Airbusはこのコロナの影響による需要回復は2023年までは以前の需要には戻らないと予想しています。これについては様々な要因があるでしょう。

とは言え、3年かかるとの予想では順調に回復するとは言い難いでしょう。

IATAも同様に国内線は2022年、国際線は2024年の需要回復と見込んでいるためかなり堅調に回復していくという見込みです。

航空需要に関しては多角的に捉えていく必要がありますが、そもそも産業の一つとして国・地域の経済状況が大きく関わってきます。

それを踏まえた上で自論を述べたいと思います。

 

 

空と地上の戦いが始まった。

以前から新幹線VS飛行機!!などがありましたが、今回お伝えしたいのはそうではありません。

これからの時代は家VS飛行機になると考えています。

つまり家の中でできるアクティビティ=ゲームや動画といった楽しみが本格的にエアラインの敵になりつつあると考えています。

コロナにより自宅待機当初、「早く家からでたい」という声が聞こえてきましたが、一方で「家で十分楽しめる」「家が楽」と感じた方も多いのではないのでしょうか。

そもそもエアラインの価値とはなんだったのでしょうか。

「遠いところに早くいける」

「飛行機に乗るという特別感」

消費者視点になると大きくこの2つが占めます。

その価値がこのコロナによる強制的な自宅待機によって、一度消費者の手から離れてしまいました。そしてその期間人々は何に手を出したのか。

任天堂Switch」や「Netflix」などの分野です。

それによって需要の層に変化が起こったと考えています。

 

コロナ以前

■飛行機を使う人

1:マイルをためるために飛行機に乗る人

2:旅行が好きな人

3:ビジネスマン

4:飛行機に乗る特別感を味わいたい人

 

コロナ後

■飛行機を使う人

1:マイルをためるために飛行機に乗る人

2:旅行が本当に好きな人

3:ビジネスマン

フィルター:この時期に旅行をするという周囲からの印象

 

ざっくりとですが、SNSの浸透により少なからず「映え」を気にした航空利用は存在していたと思います。

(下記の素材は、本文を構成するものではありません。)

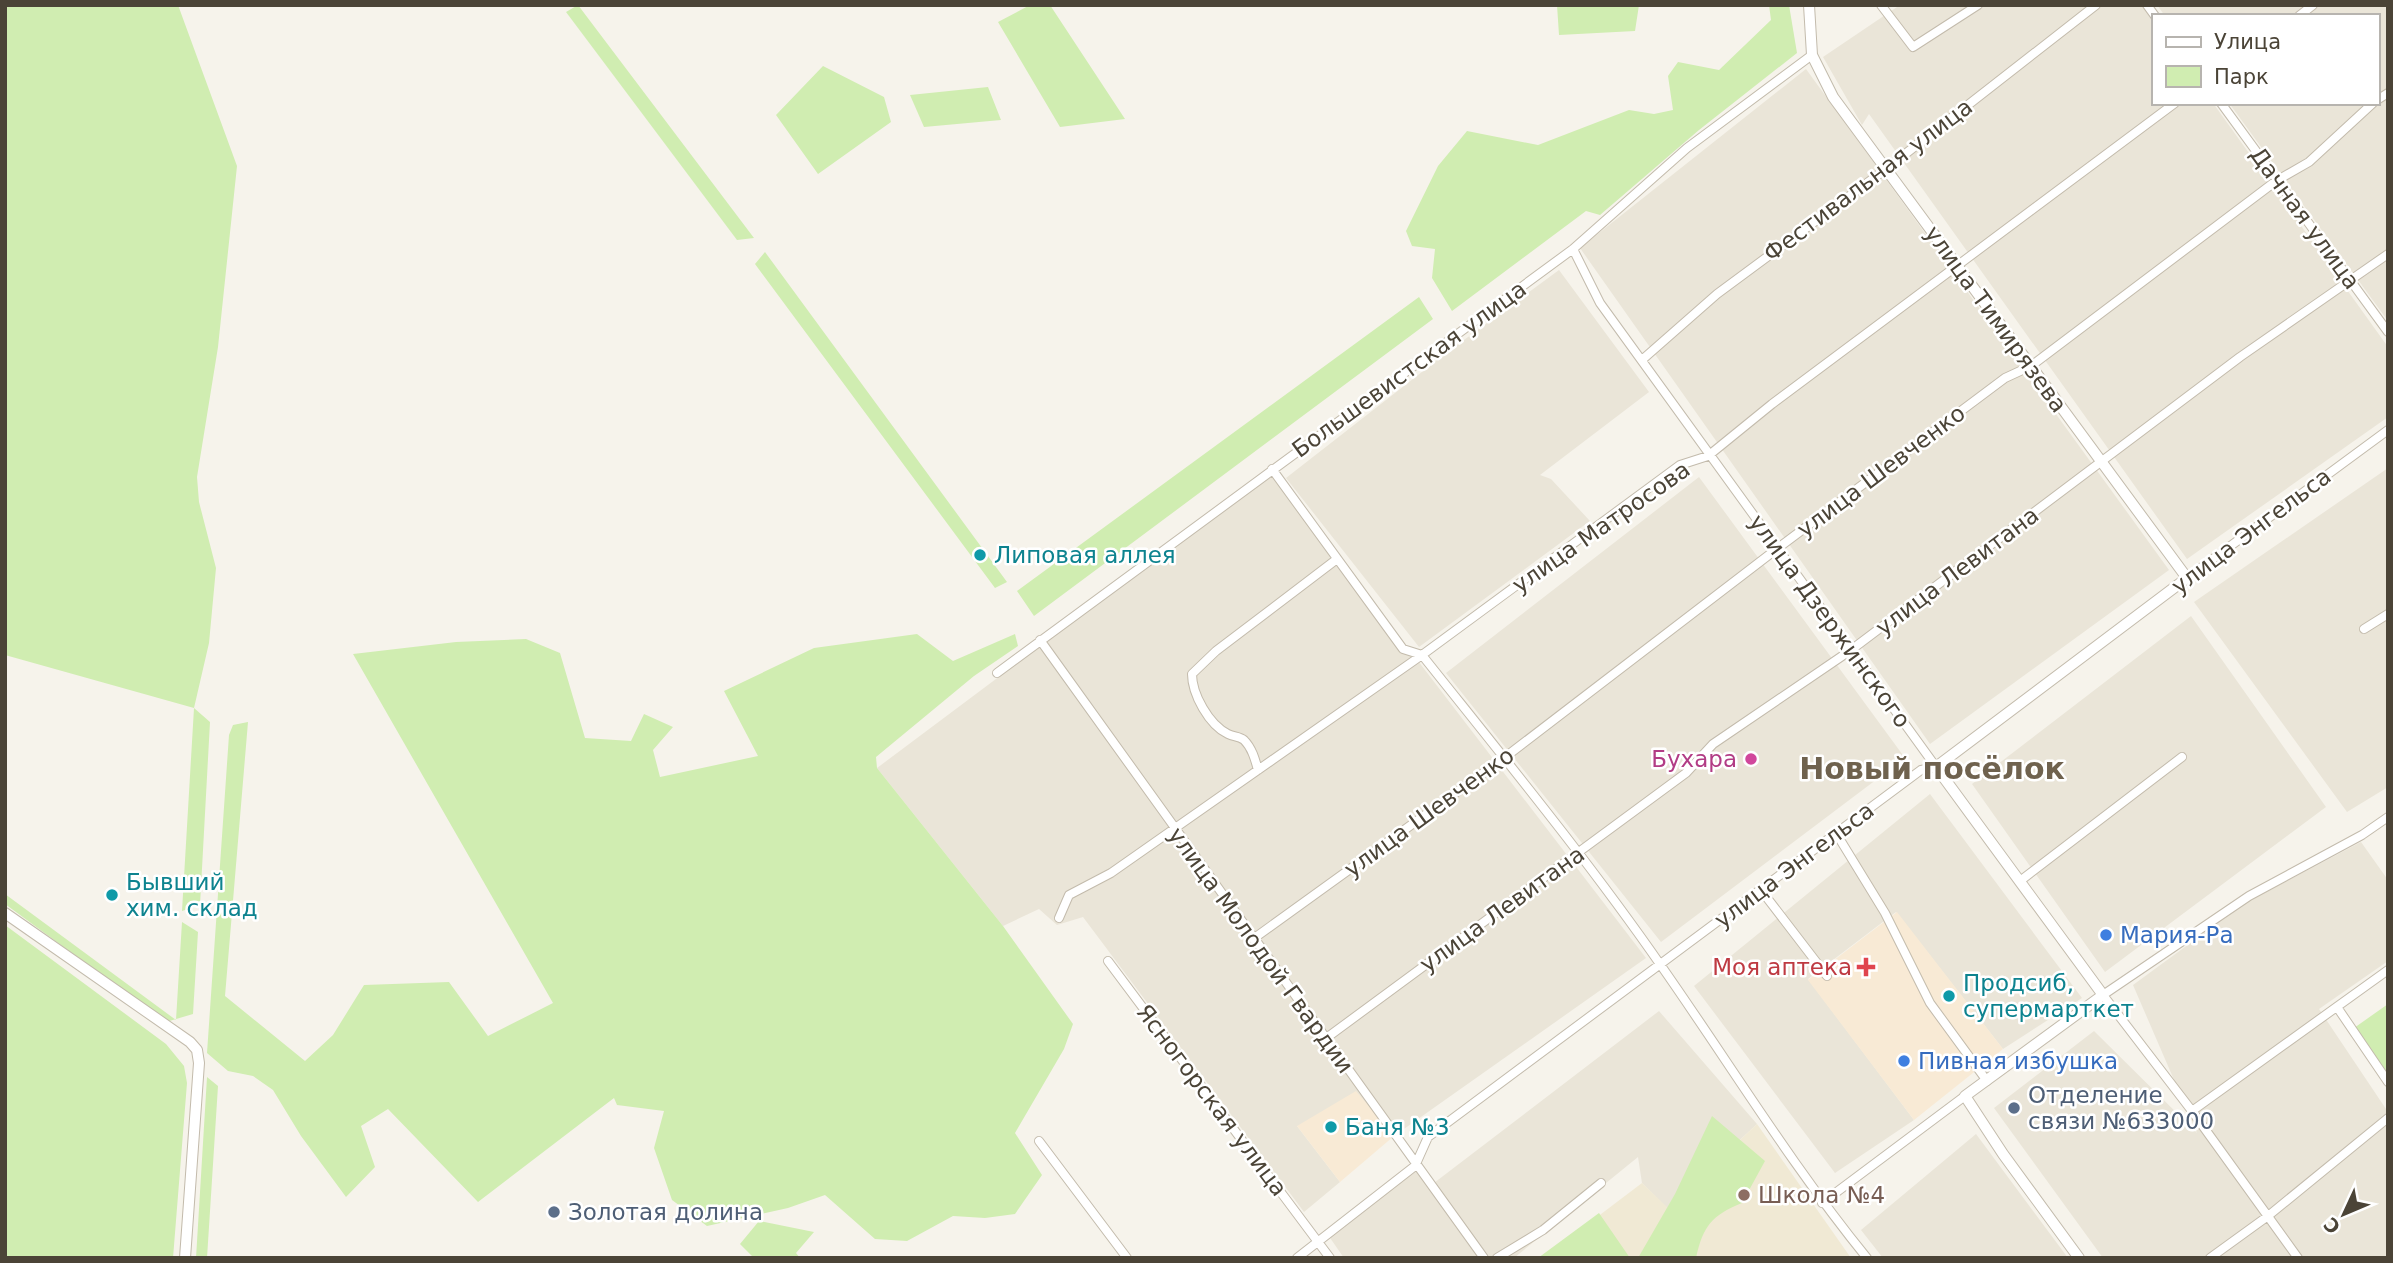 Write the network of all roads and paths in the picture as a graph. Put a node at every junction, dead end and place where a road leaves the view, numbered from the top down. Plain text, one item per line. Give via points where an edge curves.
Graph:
1 (1809, 5) edge
2 (1881, 5) edge
3 (1978, 5) edge
4 (2096, 5) edge
5 (1812, 55) junction
6 (2172, 105) edge
7 (2222, 105) edge
8 (2371, 105) edge
9 (1885, 169) junction
10 (2276, 181) junction
11 (1573, 249) junction
12 (2388, 254) edge
13 (1957, 266) junction
14 (2352, 281) junction
15 (2388, 332) edge
16 (1643, 359) junction
17 (2031, 366) junction
18 (2388, 430) edge
19 (1708, 456) junction
20 (2102, 463) junction
21 (1272, 470) junction
22 (1778, 548) junction
23 (1337, 559) junction
24 (2187, 578) junction
25 (2388, 614) edge
26 (2364, 629) dead end
27 (1040, 640) junction
28 (1851, 650) junction
29 (1422, 655) junction
30 (997, 673) dead end
31 (2182, 757) dead end
32 (1504, 758) junction
33 (1936, 767) junction
34 (1258, 770) junction
35 (2388, 817) edge
36 (1174, 828) junction
37 (1836, 834) junction
38 (1579, 852) junction
39 (2020, 881) junction
40 (1761, 890) junction
41 (5, 913) edge
42 (1059, 918) dead end
43 (1253, 939) junction
44 (1108, 961) dead end
45 (1661, 965) junction
46 (2388, 970) edge
47 (1827, 976) dead end
48 (2103, 995) junction
49 (2337, 1007) junction
50 (1325, 1039) junction
51 (1987, 1081) junction
52 (2388, 1082) edge
53 (1965, 1096) junction
54 (2192, 1111) junction
55 (2388, 1118) edge
56 (1040, 1141) dead end
57 (1415, 1166) junction
58 (1601, 1183) dead end
59 (1822, 1203) junction
60 (2268, 1216) junction
61 (1317, 1240) junction
62 (185, 1258) edge
63 (1128, 1258) edge
64 (1297, 1258) edge
65 (1330, 1258) edge
66 (1484, 1258) edge
67 (1497, 1258) edge
68 (1867, 1258) edge
69 (2079, 1258) edge
70 (2210, 1258) edge
71 (2298, 1258) edge

1 - 5 street
2 - 3 street via 1913,47
4 - 9 street, Фестивальная улица
5 - 9 street, улица Тимирязева via 1833,97
5 - 11 street, Большевистская улица via 1688,148
6 - 13 street, улица Матросова
7 - 10 street, Дачная улица
8 - 10 street, улица Шевченко via 2309,162
9 - 13 street, улица Тимирязева
9 - 16 street, Фестивальная улица via 1717,294
10 - 14 street, Дачная улица
10 - 17 street, улица Шевченко
11 - 16 street, улица Дзержинского via 1600,303
11 - 21 street, Большевистская улица
12 - 14 street, улица Левитана
13 - 17 street, улица Тимирязева
13 - 19 street, улица Матросова
14 - 15 street, Дачная улица
14 - 20 street, улица Левитана via 2241,357
16 - 19 street, улица Дзержинского
17 - 20 street, улица Тимирязева
17 - 22 street, улица Шевченко via 2005,378
18 - 24 street, улица Энгельса
19 - 22 street, улица Дзержинского
19 - 29 street, улица Матросова via 1679,465
20 - 24 street, улица Тимирязева
20 - 28 street, улица Левитана
21 - 23 street
21 - 27 street, Большевистская улица
22 - 28 street, улица Дзержинского
22 - 32 street, улица Шевченко
23 - 29 street via 1403,649
23 - 34 street via 1192,674 1192,686 1214,723 1241,738
24 - 33 street, улица Энгельса
25 - 26 street
27 - 30 street, Большевистская улица
27 - 36 street, улица Молодой Гвардии
28 - 33 street, улица Дзержинского
28 - 38 street, улица Левитана via 1713,744 1686,773
29 - 32 street
29 - 34 street, улица Матросова
31 - 39 street
32 - 38 street
32 - 43 street, улица Шевченко
33 - 37 street, улица Энгельса via 1921,770
33 - 39 street, улица Дзержинского
34 - 36 street, улица Матросова
35 - 48 street via 2249,896
36 - 42 street, улица Матросова via 1101,879 1069,895
36 - 43 street, улица Молодой Гвардии
37 - 40 street, улица Энгельса
37 - 51 street via 1885,913 1930,1003
38 - 45 street
38 - 50 street, улица Левитана
39 - 48 street, улица Дзержинского
40 - 45 street, улица Энгельса
40 - 47 street
41 - 62 street via 197,1050
43 - 50 street, улица Молодой Гвардии
44 - 61 street, Ясногорская улица
45 - 57 street, улица Энгельса via 1428,1137
45 - 59 street
46 - 49 street
48 - 51 street
48 - 54 street, улица Дзержинского
49 - 52 street
49 - 54 street
50 - 57 street, улица Молодой Гвардии
51 - 53 street
53 - 59 street
53 - 69 street
54 - 60 street, улица Дзержинского
55 - 60 street
56 - 63 street
57 - 61 street, улица Энгельса
57 - 66 street, улица Молодой Гвардии
58 - 67 street via 1543,1230
59 - 68 street
60 - 70 street
60 - 71 street, улица Дзержинского
61 - 64 street, улица Энгельса
61 - 65 street, Ясногорская улица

ですが、自宅でも十分に時間を潰せて楽しめるという考えが浸透したことで、この時期にわざわざ周囲に悪い印象を与えてまで飛行機に乗る気にはならず、家でゆっくりしよう。という風に消費者心理は動いたのではないかと予想します。

また日本人の特性上、周囲の印象は非常に大切なファクターなのでこれも大きく航空需要を低迷させるでしょう。

 

 

エアラインの魔法が解けた

とどのつまり、「あれ?飛行機で移動しなくても家で十分じゃない」と人々が気づいてしまった。と思っています。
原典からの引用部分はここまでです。